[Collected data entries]
───

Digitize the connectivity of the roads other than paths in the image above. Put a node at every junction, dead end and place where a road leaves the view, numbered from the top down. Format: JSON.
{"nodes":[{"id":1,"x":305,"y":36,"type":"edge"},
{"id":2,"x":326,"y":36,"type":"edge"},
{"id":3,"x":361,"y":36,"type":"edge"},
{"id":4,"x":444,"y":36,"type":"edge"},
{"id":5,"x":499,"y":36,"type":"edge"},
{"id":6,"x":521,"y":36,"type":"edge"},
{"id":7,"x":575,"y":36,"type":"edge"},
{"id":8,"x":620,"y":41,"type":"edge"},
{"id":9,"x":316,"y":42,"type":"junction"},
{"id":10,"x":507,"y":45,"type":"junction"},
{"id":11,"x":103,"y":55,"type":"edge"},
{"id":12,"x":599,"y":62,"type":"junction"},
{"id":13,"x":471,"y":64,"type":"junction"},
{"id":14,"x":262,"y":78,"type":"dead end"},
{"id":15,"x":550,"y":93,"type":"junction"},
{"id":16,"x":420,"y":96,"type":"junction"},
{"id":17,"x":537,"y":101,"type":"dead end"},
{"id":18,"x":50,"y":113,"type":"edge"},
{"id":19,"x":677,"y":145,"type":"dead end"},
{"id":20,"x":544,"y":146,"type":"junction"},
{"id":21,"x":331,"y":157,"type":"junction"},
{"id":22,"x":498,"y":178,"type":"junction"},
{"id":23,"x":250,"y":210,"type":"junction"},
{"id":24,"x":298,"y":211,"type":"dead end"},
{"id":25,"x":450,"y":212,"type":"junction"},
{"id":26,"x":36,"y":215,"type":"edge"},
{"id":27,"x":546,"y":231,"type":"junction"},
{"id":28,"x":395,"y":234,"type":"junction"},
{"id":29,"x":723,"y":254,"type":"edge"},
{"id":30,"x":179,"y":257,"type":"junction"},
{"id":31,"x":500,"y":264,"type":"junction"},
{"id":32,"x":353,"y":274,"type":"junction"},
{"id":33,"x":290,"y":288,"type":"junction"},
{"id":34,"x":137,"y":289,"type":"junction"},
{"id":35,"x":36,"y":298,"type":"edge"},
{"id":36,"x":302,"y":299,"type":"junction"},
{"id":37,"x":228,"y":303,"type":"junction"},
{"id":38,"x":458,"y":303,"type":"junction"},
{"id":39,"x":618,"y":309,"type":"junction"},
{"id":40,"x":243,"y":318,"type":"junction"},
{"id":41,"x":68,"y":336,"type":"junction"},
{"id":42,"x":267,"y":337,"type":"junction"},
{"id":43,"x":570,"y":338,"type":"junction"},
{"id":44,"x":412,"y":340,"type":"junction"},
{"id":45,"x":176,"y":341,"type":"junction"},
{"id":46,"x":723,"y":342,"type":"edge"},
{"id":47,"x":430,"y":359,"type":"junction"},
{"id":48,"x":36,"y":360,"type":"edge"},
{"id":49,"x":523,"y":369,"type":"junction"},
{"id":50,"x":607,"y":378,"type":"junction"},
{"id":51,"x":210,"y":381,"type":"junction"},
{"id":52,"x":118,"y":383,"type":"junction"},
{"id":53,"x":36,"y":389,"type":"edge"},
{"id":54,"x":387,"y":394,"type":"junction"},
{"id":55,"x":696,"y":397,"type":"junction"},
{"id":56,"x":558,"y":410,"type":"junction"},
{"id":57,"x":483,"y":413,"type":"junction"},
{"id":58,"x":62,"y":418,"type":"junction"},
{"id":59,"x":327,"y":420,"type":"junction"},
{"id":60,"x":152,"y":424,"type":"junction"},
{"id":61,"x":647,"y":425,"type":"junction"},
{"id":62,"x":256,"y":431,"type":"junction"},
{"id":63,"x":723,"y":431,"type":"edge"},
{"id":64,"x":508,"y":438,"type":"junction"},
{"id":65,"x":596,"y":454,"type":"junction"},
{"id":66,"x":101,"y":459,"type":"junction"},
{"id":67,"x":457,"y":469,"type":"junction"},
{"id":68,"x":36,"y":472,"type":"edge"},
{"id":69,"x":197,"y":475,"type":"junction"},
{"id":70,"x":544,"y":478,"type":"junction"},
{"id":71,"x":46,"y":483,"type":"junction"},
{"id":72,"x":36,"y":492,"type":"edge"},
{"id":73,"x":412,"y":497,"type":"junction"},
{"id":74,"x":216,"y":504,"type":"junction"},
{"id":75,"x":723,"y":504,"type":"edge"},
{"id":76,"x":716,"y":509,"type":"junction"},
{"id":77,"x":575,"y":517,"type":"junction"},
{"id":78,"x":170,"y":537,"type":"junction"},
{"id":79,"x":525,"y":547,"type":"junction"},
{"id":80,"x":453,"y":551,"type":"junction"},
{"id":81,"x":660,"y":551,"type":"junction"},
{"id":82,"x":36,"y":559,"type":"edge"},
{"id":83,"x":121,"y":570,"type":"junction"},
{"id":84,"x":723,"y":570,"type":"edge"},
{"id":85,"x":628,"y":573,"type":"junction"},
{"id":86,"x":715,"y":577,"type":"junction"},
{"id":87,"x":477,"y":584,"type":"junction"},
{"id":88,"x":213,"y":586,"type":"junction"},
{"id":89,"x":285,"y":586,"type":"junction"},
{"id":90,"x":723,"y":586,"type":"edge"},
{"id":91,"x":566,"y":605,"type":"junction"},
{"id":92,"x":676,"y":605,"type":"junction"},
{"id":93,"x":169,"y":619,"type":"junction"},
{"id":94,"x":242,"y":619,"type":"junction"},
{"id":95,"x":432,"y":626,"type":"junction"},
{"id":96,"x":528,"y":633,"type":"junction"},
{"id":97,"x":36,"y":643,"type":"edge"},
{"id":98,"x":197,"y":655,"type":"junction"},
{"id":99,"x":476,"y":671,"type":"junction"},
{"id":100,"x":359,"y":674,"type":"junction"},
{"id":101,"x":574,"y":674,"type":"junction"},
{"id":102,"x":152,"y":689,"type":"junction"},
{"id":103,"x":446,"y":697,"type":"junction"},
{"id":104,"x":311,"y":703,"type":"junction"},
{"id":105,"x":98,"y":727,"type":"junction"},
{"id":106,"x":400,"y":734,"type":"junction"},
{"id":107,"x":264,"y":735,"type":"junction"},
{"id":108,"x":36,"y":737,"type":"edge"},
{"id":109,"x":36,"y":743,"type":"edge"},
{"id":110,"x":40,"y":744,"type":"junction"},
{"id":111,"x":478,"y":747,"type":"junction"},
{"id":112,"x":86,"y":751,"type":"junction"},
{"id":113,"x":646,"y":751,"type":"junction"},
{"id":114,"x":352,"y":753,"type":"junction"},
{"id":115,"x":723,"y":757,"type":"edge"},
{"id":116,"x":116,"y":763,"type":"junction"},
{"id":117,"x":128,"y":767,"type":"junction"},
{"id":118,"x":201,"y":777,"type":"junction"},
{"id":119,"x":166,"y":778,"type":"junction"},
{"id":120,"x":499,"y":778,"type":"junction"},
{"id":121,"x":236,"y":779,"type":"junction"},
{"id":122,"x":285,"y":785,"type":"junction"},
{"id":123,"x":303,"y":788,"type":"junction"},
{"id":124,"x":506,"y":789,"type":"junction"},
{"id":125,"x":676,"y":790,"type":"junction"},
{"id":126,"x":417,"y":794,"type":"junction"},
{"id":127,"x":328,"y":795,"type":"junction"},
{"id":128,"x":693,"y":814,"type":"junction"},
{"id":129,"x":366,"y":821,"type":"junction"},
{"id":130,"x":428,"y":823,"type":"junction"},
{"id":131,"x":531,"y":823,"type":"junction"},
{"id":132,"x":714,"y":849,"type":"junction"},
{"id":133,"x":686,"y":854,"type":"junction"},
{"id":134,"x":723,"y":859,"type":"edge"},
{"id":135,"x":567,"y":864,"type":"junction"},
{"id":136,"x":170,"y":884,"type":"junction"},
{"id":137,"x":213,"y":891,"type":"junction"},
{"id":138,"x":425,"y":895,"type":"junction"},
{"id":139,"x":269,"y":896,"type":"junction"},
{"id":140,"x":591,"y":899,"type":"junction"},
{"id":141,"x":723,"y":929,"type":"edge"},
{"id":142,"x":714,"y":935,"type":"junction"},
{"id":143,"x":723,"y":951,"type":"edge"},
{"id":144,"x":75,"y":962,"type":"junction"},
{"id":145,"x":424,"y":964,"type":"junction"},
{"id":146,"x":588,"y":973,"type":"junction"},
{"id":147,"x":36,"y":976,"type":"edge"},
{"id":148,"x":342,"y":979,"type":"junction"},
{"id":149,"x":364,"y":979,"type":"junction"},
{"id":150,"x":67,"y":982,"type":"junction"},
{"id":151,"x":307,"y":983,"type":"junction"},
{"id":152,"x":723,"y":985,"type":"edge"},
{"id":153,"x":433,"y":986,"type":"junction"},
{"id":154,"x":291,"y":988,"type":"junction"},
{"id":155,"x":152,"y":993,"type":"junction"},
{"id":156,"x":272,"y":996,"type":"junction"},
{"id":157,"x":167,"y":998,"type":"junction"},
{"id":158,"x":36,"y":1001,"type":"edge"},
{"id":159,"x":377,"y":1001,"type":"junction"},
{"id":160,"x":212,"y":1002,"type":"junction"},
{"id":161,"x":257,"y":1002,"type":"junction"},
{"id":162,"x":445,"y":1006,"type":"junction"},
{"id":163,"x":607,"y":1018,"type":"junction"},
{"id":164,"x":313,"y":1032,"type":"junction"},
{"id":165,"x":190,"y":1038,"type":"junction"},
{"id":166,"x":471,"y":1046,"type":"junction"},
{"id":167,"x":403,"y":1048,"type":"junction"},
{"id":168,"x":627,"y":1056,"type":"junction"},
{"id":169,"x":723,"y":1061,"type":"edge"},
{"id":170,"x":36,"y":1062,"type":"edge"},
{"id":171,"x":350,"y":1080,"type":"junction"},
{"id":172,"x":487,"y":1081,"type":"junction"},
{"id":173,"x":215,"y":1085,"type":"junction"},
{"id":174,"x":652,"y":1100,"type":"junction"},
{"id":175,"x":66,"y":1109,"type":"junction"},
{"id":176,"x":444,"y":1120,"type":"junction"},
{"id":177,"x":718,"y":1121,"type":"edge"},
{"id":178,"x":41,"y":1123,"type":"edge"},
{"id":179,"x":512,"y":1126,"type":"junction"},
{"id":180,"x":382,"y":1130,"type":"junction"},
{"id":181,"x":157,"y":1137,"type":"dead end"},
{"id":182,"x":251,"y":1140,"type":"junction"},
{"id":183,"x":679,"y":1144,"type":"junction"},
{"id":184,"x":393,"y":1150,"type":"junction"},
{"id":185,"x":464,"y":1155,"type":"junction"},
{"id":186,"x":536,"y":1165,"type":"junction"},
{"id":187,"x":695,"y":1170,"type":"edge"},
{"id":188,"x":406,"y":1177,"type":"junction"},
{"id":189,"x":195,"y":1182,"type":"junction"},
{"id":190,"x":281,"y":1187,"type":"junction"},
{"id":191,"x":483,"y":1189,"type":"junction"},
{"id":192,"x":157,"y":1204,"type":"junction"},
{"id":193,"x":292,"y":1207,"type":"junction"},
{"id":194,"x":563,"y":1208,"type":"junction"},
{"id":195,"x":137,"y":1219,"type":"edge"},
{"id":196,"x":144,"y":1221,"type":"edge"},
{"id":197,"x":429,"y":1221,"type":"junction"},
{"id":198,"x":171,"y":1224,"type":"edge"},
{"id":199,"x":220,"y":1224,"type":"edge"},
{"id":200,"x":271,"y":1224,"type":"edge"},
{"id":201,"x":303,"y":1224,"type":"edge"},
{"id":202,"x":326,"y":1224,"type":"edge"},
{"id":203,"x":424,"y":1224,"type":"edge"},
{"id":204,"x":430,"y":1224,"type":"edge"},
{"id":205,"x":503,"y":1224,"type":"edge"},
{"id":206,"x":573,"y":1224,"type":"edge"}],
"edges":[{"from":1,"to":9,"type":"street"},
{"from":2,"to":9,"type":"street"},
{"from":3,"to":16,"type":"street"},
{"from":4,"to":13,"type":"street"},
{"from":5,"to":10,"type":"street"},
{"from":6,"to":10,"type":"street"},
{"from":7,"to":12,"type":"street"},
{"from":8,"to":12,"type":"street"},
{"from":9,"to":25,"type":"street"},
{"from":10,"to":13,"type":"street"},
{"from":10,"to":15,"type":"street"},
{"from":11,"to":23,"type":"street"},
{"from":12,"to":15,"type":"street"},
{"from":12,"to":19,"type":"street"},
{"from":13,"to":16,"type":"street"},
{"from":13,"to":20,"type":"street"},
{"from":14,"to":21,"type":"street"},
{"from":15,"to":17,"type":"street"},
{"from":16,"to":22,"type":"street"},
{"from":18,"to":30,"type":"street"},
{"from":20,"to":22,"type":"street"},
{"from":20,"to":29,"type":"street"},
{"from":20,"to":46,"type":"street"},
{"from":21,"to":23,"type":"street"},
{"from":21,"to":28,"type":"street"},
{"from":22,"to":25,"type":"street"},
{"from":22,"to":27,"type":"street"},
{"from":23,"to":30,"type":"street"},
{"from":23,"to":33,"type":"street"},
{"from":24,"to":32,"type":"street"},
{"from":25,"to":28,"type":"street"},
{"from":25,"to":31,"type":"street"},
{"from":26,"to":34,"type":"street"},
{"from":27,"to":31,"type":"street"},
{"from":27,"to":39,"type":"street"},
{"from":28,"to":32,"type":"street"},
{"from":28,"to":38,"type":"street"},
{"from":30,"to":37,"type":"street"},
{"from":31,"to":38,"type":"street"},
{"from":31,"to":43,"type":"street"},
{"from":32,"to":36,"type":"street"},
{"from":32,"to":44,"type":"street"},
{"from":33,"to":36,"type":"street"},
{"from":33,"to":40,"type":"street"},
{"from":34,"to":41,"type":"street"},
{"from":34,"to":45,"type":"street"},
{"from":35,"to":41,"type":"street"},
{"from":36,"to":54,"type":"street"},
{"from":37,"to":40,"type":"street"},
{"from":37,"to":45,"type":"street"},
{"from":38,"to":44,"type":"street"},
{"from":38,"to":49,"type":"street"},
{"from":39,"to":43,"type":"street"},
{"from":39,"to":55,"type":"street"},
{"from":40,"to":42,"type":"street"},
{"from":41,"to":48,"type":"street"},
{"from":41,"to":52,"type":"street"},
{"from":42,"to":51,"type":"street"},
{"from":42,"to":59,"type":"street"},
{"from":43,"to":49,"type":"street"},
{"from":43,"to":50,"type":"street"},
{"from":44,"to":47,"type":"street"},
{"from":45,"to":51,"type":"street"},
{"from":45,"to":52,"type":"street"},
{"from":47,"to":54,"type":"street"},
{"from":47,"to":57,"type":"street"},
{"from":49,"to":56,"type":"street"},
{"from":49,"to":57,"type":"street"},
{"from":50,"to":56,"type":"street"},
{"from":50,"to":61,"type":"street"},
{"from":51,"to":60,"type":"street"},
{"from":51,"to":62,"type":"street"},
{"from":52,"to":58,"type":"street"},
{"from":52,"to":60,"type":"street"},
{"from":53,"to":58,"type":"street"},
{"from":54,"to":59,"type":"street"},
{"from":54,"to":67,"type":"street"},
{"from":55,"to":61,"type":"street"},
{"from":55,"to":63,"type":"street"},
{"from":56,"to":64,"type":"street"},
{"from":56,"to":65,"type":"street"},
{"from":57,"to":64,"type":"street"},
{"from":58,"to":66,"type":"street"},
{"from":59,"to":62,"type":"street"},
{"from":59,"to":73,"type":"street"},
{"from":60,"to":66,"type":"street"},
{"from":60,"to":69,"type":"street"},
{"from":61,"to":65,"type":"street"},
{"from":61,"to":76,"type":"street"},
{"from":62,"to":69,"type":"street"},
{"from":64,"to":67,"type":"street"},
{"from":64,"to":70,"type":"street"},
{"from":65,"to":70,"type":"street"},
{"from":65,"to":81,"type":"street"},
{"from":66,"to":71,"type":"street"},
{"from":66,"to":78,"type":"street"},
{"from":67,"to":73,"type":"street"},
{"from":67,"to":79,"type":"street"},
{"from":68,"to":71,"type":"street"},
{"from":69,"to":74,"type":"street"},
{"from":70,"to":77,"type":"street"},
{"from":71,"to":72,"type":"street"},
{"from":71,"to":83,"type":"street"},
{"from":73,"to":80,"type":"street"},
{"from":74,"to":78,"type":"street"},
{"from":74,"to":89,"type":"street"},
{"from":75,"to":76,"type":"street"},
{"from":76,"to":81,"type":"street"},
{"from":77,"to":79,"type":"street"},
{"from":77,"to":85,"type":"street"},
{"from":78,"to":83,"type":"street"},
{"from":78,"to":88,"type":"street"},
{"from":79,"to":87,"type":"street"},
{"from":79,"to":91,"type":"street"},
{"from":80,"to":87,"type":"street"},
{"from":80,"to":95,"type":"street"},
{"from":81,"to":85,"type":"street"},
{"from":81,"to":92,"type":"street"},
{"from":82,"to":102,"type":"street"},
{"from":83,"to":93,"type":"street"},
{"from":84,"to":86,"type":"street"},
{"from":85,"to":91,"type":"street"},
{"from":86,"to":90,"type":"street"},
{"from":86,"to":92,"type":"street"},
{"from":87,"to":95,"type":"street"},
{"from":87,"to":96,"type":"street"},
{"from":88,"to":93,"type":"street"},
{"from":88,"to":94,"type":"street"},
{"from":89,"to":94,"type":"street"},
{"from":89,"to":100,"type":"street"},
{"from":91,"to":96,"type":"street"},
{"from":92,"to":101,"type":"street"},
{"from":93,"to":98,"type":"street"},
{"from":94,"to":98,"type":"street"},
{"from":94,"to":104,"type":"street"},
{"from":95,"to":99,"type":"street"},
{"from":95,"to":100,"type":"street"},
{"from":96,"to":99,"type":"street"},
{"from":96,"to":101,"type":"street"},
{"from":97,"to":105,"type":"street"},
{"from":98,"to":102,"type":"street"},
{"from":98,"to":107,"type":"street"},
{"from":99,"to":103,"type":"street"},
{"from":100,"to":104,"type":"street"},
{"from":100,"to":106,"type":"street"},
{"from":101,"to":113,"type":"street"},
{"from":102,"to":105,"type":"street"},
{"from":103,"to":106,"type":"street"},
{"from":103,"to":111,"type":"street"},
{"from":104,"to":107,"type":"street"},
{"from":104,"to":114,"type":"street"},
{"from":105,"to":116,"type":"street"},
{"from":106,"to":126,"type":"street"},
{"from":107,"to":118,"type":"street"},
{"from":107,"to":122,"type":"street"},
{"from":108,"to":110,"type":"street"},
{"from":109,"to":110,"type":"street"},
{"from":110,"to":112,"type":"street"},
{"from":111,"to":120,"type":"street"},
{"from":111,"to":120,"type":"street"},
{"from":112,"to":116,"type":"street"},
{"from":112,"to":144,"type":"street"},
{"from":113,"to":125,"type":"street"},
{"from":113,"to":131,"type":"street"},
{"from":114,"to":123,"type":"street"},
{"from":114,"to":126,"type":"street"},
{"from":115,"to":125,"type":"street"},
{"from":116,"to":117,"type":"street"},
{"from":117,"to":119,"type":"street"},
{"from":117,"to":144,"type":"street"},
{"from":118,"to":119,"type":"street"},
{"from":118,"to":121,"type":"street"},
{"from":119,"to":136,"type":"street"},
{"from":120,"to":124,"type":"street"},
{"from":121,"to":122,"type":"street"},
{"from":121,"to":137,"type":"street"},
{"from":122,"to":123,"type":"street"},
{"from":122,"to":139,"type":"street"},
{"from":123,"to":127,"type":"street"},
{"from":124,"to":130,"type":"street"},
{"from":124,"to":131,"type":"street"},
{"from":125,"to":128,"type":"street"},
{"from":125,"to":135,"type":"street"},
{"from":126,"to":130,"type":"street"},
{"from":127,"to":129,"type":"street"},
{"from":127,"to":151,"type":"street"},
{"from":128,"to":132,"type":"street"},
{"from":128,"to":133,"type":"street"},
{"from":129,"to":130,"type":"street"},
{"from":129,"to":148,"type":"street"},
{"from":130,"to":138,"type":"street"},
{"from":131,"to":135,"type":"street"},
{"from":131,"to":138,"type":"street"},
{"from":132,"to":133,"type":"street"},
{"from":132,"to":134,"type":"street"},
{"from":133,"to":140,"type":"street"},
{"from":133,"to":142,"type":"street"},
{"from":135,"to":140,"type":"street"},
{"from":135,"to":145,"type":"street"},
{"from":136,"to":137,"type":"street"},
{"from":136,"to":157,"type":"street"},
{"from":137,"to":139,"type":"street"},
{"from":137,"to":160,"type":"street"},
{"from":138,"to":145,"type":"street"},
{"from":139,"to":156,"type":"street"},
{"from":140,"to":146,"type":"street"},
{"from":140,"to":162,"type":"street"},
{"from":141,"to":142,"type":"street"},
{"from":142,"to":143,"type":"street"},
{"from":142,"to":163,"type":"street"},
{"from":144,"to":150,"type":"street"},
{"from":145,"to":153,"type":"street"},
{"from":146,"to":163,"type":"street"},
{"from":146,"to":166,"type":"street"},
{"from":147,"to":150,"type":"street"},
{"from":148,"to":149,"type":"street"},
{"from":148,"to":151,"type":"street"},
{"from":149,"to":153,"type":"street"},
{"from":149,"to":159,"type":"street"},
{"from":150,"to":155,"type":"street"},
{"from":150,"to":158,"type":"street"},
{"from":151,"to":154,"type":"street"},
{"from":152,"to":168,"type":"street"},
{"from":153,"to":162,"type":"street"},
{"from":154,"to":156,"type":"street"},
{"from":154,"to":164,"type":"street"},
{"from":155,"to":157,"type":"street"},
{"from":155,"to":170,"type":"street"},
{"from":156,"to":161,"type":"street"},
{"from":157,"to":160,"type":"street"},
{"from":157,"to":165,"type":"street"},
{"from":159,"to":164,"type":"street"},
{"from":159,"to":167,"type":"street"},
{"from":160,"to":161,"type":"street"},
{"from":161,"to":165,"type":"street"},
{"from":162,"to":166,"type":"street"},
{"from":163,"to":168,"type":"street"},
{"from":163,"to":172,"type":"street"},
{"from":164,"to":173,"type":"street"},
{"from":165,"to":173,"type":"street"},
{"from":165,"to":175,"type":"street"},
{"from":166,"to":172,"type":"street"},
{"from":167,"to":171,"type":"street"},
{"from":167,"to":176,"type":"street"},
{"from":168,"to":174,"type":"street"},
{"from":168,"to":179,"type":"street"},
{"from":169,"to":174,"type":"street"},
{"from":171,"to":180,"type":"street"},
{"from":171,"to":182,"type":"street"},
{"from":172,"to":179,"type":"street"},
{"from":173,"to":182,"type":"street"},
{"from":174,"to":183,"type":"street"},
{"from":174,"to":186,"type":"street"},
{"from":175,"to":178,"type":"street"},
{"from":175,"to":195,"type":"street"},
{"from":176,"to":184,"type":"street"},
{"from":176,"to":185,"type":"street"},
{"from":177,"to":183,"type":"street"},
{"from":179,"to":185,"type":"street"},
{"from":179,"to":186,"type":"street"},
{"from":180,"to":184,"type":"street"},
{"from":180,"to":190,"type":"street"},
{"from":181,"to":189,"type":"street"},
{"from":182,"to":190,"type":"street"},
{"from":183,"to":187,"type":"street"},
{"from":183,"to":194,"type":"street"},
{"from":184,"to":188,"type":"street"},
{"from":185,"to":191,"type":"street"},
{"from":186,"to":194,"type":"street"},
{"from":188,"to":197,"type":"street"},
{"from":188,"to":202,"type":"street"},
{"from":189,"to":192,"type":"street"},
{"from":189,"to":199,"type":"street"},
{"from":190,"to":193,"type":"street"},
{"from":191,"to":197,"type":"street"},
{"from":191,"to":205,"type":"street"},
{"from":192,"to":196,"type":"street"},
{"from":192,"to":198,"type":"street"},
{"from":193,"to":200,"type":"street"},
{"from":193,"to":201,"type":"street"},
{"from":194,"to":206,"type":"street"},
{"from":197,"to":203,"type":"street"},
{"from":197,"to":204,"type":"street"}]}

───

* **What the exercise asks**
Say how many lines in the records hold the string "dead". Give no other words.

* **Written response**
6